R: Estimating linear regression models with (in)equality...

restriktor {restriktor}

R Documentation

Estimating linear regression models with (in)equality restrictions

Description

Function restriktor estimates the parameters of an univariate and a multivariate linear model (lm), a robust estimation of the linear model (rlm) and a generalized linear model (glm) subject to linear equality and linear inequality restrictions. It is a convenience function. The real work horses are the conLM, conMLM, conRLM and the conGLM functions.

Usage

restriktor(object, constraints = NULL, ...)

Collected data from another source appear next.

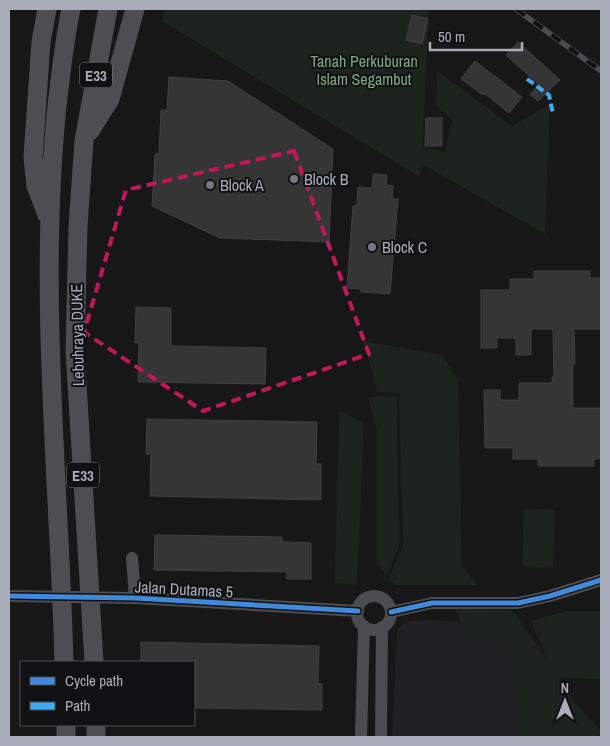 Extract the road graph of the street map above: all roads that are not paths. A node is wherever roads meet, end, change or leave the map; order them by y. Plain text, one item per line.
1 (47, 9) edge
2 (71, 9) edge
3 (108, 9) edge
4 (135, 9) edge
5 (84, 141) junction
6 (50, 222) junction
7 (132, 558) dead end
8 (601, 580) edge
9 (9, 596) edge
10 (135, 598) junction
11 (358, 611) junction
12 (391, 612) junction
13 (364, 626) junction
14 (382, 627) junction
15 (64, 656) edge
16 (94, 656) edge
17 (361, 737) edge
18 (381, 737) edge

1 - 6 highway, E33
2 - 6 highway, Lebuhraya DUKE / E33
3 - 5 highway, Lebuhraya DUKE / E33
4 - 5 highway
5 - 16 highway, Lebuhraya DUKE / E33
6 - 15 highway, Lebuhraya DUKE / E33
7 - 10 street
8 - 12 street
9 - 10 street, Jalan Dutamas 5
10 - 11 street, Jalan Dutamas 5
11 - 12 street
11 - 13 street
12 - 14 street
13 - 14 street
13 - 17 street
14 - 18 street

## S3 method for class 'lm'
conLM(object, constraints = NULL, se = "standard", 
      B = 999, rhs = NULL, neq = 0L, mix_weights = "pmvnorm", 
      parallel = "no", ncpus = 1L, cl = NULL, seed = NULL, 
      control = list(), verbose = FALSE, debug = FALSE, ...)
      
## S3 method for class 'rlm'
conRLM(object, constraints = NULL, se = "standard", 
       B = 999, rhs = NULL, neq = 0L, mix_weights = "pmvnorm", 
       parallel = "no", ncpus = 1L, cl = NULL, seed = NULL, 
       control = list(), verbose = FALSE, debug = FALSE, ...)
       
## S3 method for class 'glm'
conGLM(object, constraints = NULL, se = "standard", 
       B = 999, rhs = NULL, neq = 0L, mix_weights = "pmvnorm", 
       parallel = "no", ncpus = 1L, cl = NULL, seed = NULL, 
       control = list(), verbose = FALSE, debug = FALSE, ...)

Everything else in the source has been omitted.